What you are asked to do
What's wanted is each entry repeated verbatim, minus its images.
[Data in this exercise Boundary: Start]
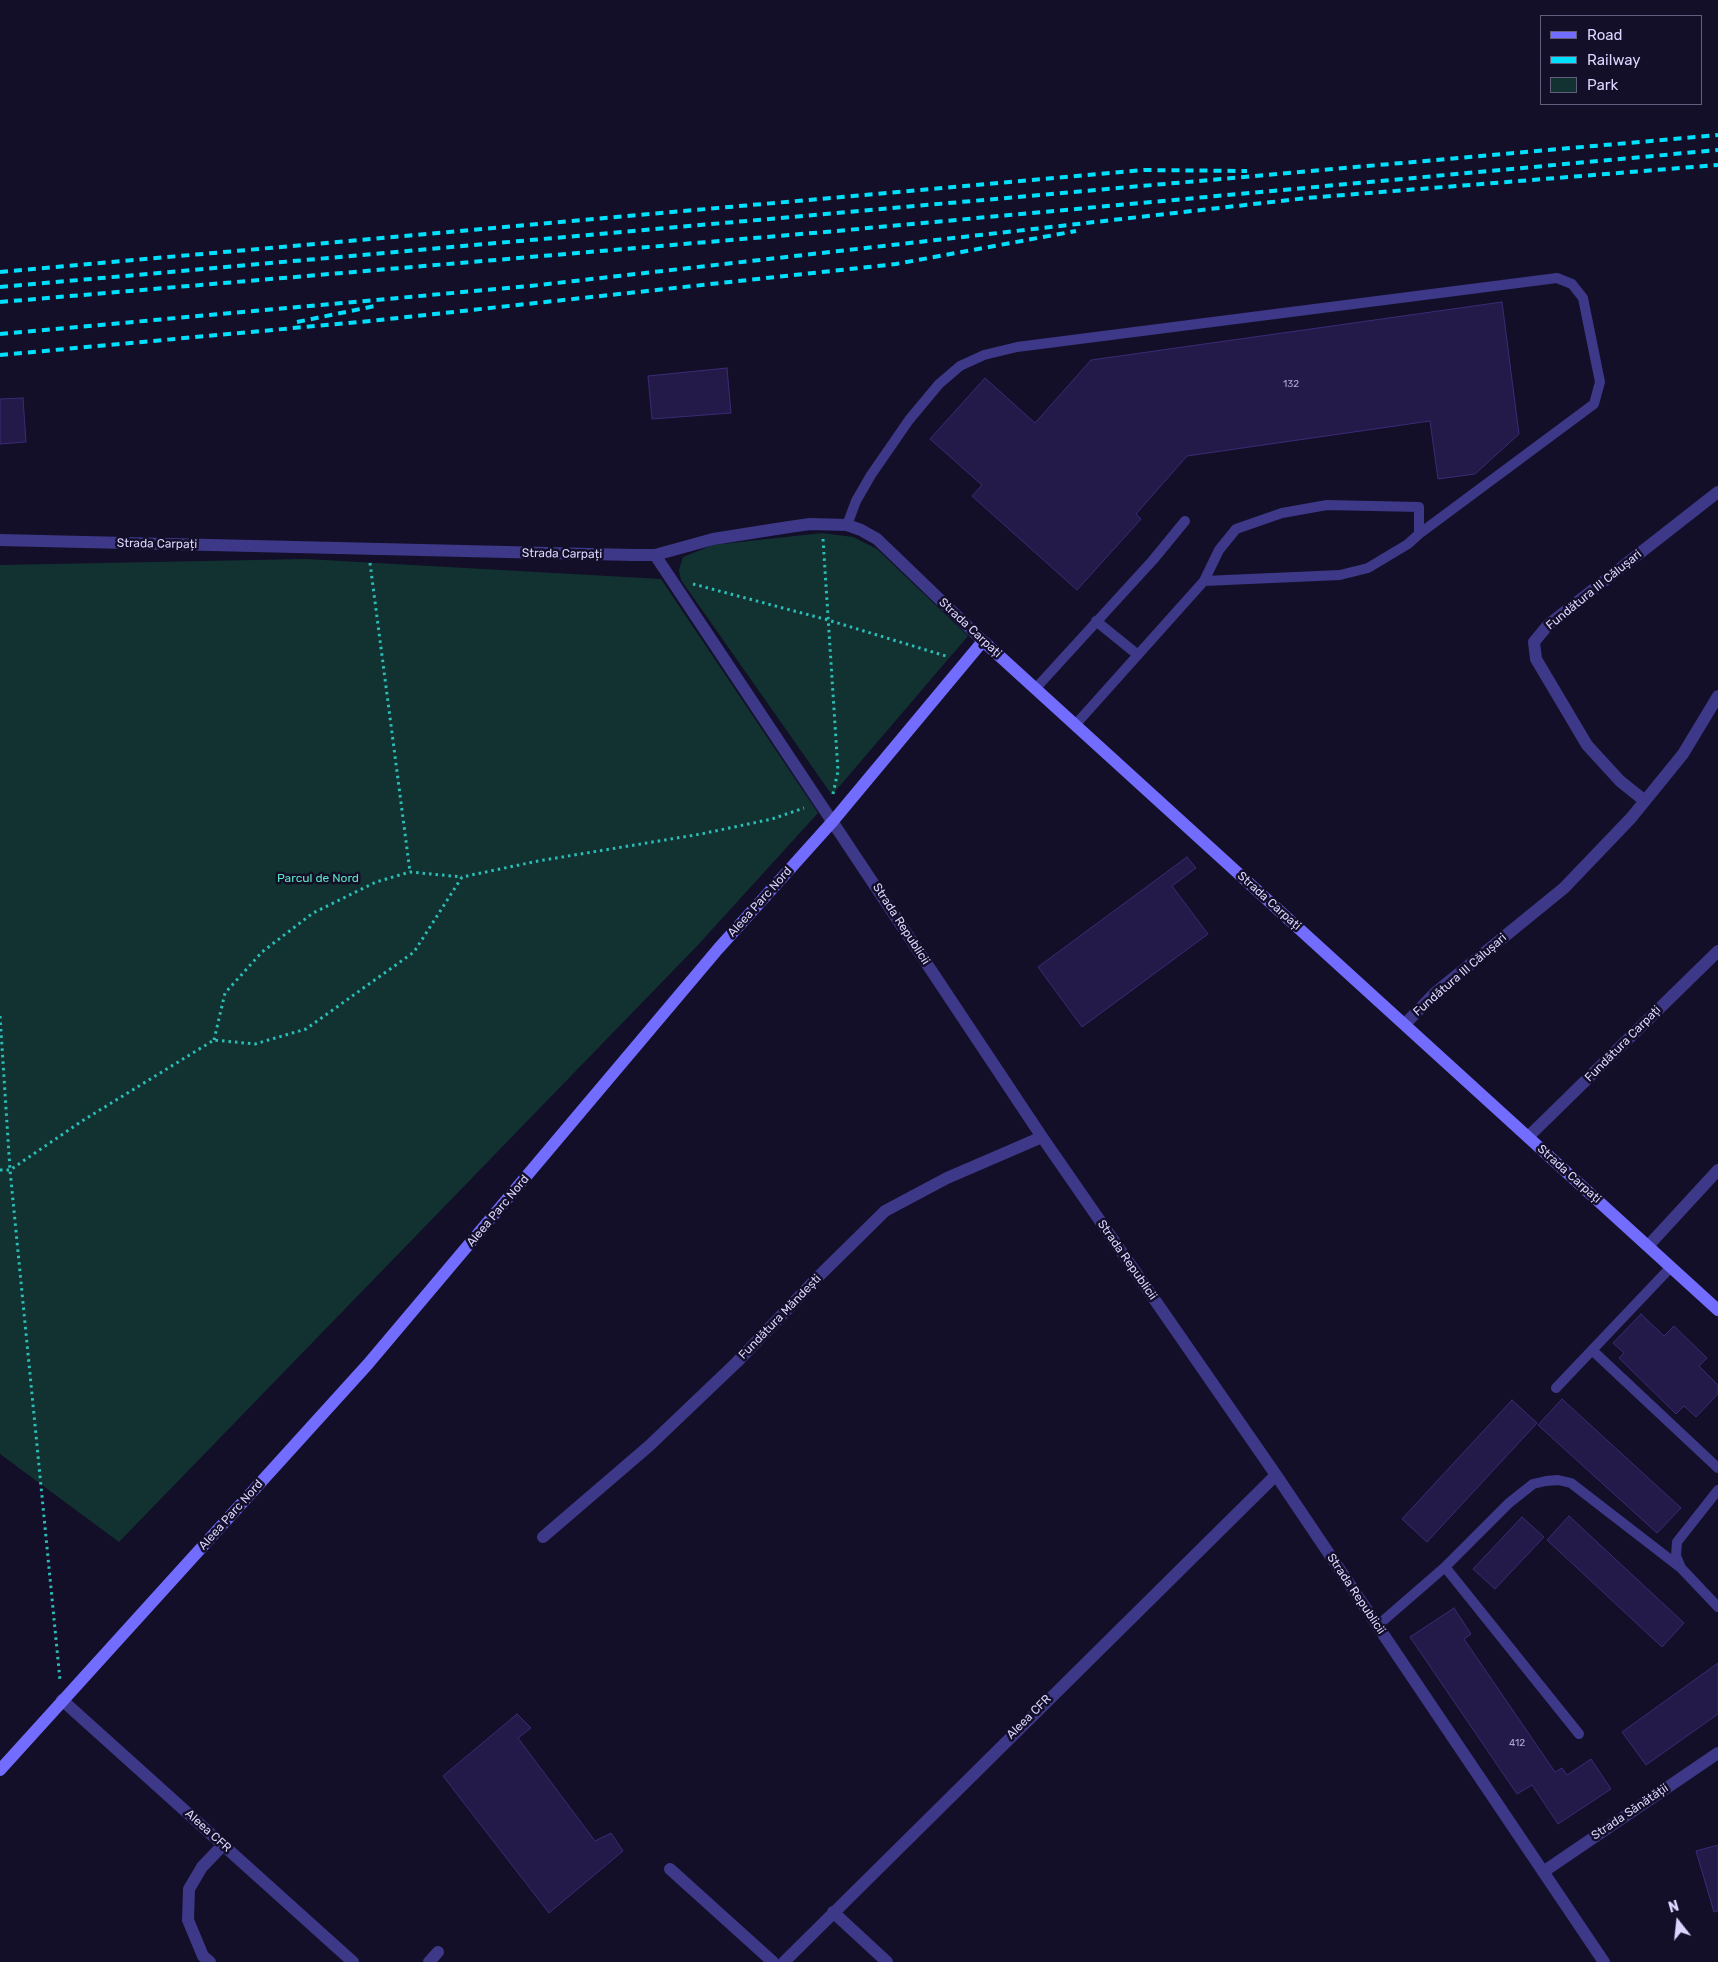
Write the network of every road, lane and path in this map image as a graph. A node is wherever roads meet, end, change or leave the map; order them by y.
1 (1718, 492) edge
2 (1185, 521) dead end
3 (822, 524) junction
4 (847, 526) junction
5 (1419, 534) junction
6 (0, 540) edge
7 (368, 549) junction
8 (655, 555) junction
9 (668, 577) junction
10 (1204, 581) junction
11 (828, 620) junction
12 (1096, 621) junction
13 (983, 641) junction
14 (1138, 655) junction
15 (965, 662) junction
16 (1036, 688) junction
17 (1718, 696) edge
18 (1076, 724) junction
19 (1645, 801) junction
20 (822, 804) junction
21 (833, 821) junction
22 (410, 872) junction
23 (462, 878) junction
24 (1718, 951) edge
25 (0, 1016) edge
26 (1405, 1024) junction
27 (214, 1040) junction
28 (1042, 1137) junction
29 (1528, 1137) junction
30 (0, 1170) edge
31 (10, 1170) junction
32 (1718, 1170) edge
33 (1648, 1246) junction
34 (1671, 1267) junction
35 (1718, 1310) edge
36 (1592, 1350) junction
37 (1556, 1388) dead end
38 (1718, 1468) edge
39 (1276, 1475) junction
40 (1718, 1490) edge
41 (543, 1537) dead end
42 (1445, 1567) junction
43 (1681, 1568) junction
44 (1718, 1607) edge
45 (1378, 1626) junction
46 (62, 1700) junction
47 (1579, 1734) dead end
48 (1718, 1753) edge
49 (0, 1770) edge
50 (223, 1845) junction
51 (670, 1869) dead end
52 (1542, 1872) junction
53 (833, 1912) junction
54 (210, 1962) edge
55 (353, 1962) edge
56 (773, 1962) edge
57 (784, 1962) edge
58 (887, 1962) edge
59 (1604, 1962) edge

1 - 19 street, Fundătura III Călușari
2 - 12 lane
3 - 4 street, Strada Carpați
3 - 8 street, Strada Carpați
3 - 11 path
4 - 5 lane
4 - 13 street, Strada Carpați
5 - 10 lane
5 - 10 lane
6 - 7 street, Strada Carpați
7 - 8 street, Strada Carpați
7 - 22 path
8 - 9 street, Strada Republicii
9 - 11 path
9 - 20 street, Strada Republicii
10 - 14 lane
11 - 15 path
11 - 20 path
12 - 14 lane
12 - 16 lane
13 - 15 street, Aleea Parc Nord
13 - 16 street, Strada Carpați
14 - 18 lane
15 - 21 street, Aleea Parc Nord
16 - 18 street, Strada Carpați
17 - 19 street, Fundătura III Călușari
18 - 26 street, Strada Carpați
19 - 26 street, Fundătura III Călușari
20 - 21 street, Strada Republicii
20 - 23 path
21 - 28 street, Strada Republicii
21 - 46 street, Aleea Parc Nord
22 - 23 path
22 - 27 path
23 - 27 path
24 - 29 street, Fundătura Carpați
25 - 31 path
26 - 29 street, Strada Carpați
27 - 31 path
28 - 39 street, Strada Republicii
28 - 41 street, Fundătura Măndești
29 - 33 street, Strada Carpați
30 - 31 path
31 - 46 path
32 - 33 street
33 - 34 street, Strada Carpați
34 - 35 street, Strada Carpați
34 - 36 lane
36 - 37 lane
36 - 38 lane
39 - 45 street, Strada Republicii
39 - 53 street, Aleea CFR
40 - 43 lane
42 - 43 lane
42 - 45 lane
42 - 47 lane
43 - 44 lane
45 - 52 street, Strada Republicii
46 - 49 street, Aleea Parc Nord
46 - 50 street, Aleea CFR
48 - 52 street, Strada Sănătății
50 - 54 street
50 - 55 street, Aleea CFR
51 - 56 street
52 - 59 street, Strada Republicii
53 - 57 street, Aleea CFR
53 - 58 street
[Data in this exercise Boundary: End]
Solution for this task
Write the network of every road, lane and path in this map image as a graph. A node is wherever roads meet, end, change or leave the map; order them by y.
1 (1718, 492) edge
2 (1185, 521) dead end
3 (822, 524) junction
4 (847, 526) junction
5 (1419, 534) junction
6 (0, 540) edge
7 (368, 549) junction
8 (655, 555) junction
9 (668, 577) junction
10 (1204, 581) junction
11 (828, 620) junction
12 (1096, 621) junction
13 (983, 641) junction
14 (1138, 655) junction
15 (965, 662) junction
16 (1036, 688) junction
17 (1718, 696) edge
18 (1076, 724) junction
19 (1645, 801) junction
20 (822, 804) junction
21 (833, 821) junction
22 (410, 872) junction
23 (462, 878) junction
24 (1718, 951) edge
25 (0, 1016) edge
26 (1405, 1024) junction
27 (214, 1040) junction
28 (1042, 1137) junction
29 (1528, 1137) junction
30 (0, 1170) edge
31 (10, 1170) junction
32 (1718, 1170) edge
33 (1648, 1246) junction
34 (1671, 1267) junction
35 (1718, 1310) edge
36 (1592, 1350) junction
37 (1556, 1388) dead end
38 (1718, 1468) edge
39 (1276, 1475) junction
40 (1718, 1490) edge
41 (543, 1537) dead end
42 (1445, 1567) junction
43 (1681, 1568) junction
44 (1718, 1607) edge
45 (1378, 1626) junction
46 (62, 1700) junction
47 (1579, 1734) dead end
48 (1718, 1753) edge
49 (0, 1770) edge
50 (223, 1845) junction
51 (670, 1869) dead end
52 (1542, 1872) junction
53 (833, 1912) junction
54 (210, 1962) edge
55 (353, 1962) edge
56 (773, 1962) edge
57 (784, 1962) edge
58 (887, 1962) edge
59 (1604, 1962) edge

1 - 19 street, Fundătura III Călușari
2 - 12 lane
3 - 4 street, Strada Carpați
3 - 8 street, Strada Carpați
3 - 11 path
4 - 5 lane
4 - 13 street, Strada Carpați
5 - 10 lane
5 - 10 lane
6 - 7 street, Strada Carpați
7 - 8 street, Strada Carpați
7 - 22 path
8 - 9 street, Strada Republicii
9 - 11 path
9 - 20 street, Strada Republicii
10 - 14 lane
11 - 15 path
11 - 20 path
12 - 14 lane
12 - 16 lane
13 - 15 street, Aleea Parc Nord
13 - 16 street, Strada Carpați
14 - 18 lane
15 - 21 street, Aleea Parc Nord
16 - 18 street, Strada Carpați
17 - 19 street, Fundătura III Călușari
18 - 26 street, Strada Carpați
19 - 26 street, Fundătura III Călușari
20 - 21 street, Strada Republicii
20 - 23 path
21 - 28 street, Strada Republicii
21 - 46 street, Aleea Parc Nord
22 - 23 path
22 - 27 path
23 - 27 path
24 - 29 street, Fundătura Carpați
25 - 31 path
26 - 29 street, Strada Carpați
27 - 31 path
28 - 39 street, Strada Republicii
28 - 41 street, Fundătura Măndești
29 - 33 street, Strada Carpați
30 - 31 path
31 - 46 path
32 - 33 street
33 - 34 street, Strada Carpați
34 - 35 street, Strada Carpați
34 - 36 lane
36 - 37 lane
36 - 38 lane
39 - 45 street, Strada Republicii
39 - 53 street, Aleea CFR
40 - 43 lane
42 - 43 lane
42 - 45 lane
42 - 47 lane
43 - 44 lane
45 - 52 street, Strada Republicii
46 - 49 street, Aleea Parc Nord
46 - 50 street, Aleea CFR
48 - 52 street, Strada Sănătății
50 - 54 street
50 - 55 street, Aleea CFR
51 - 56 street
52 - 59 street, Strada Republicii
53 - 57 street, Aleea CFR
53 - 58 street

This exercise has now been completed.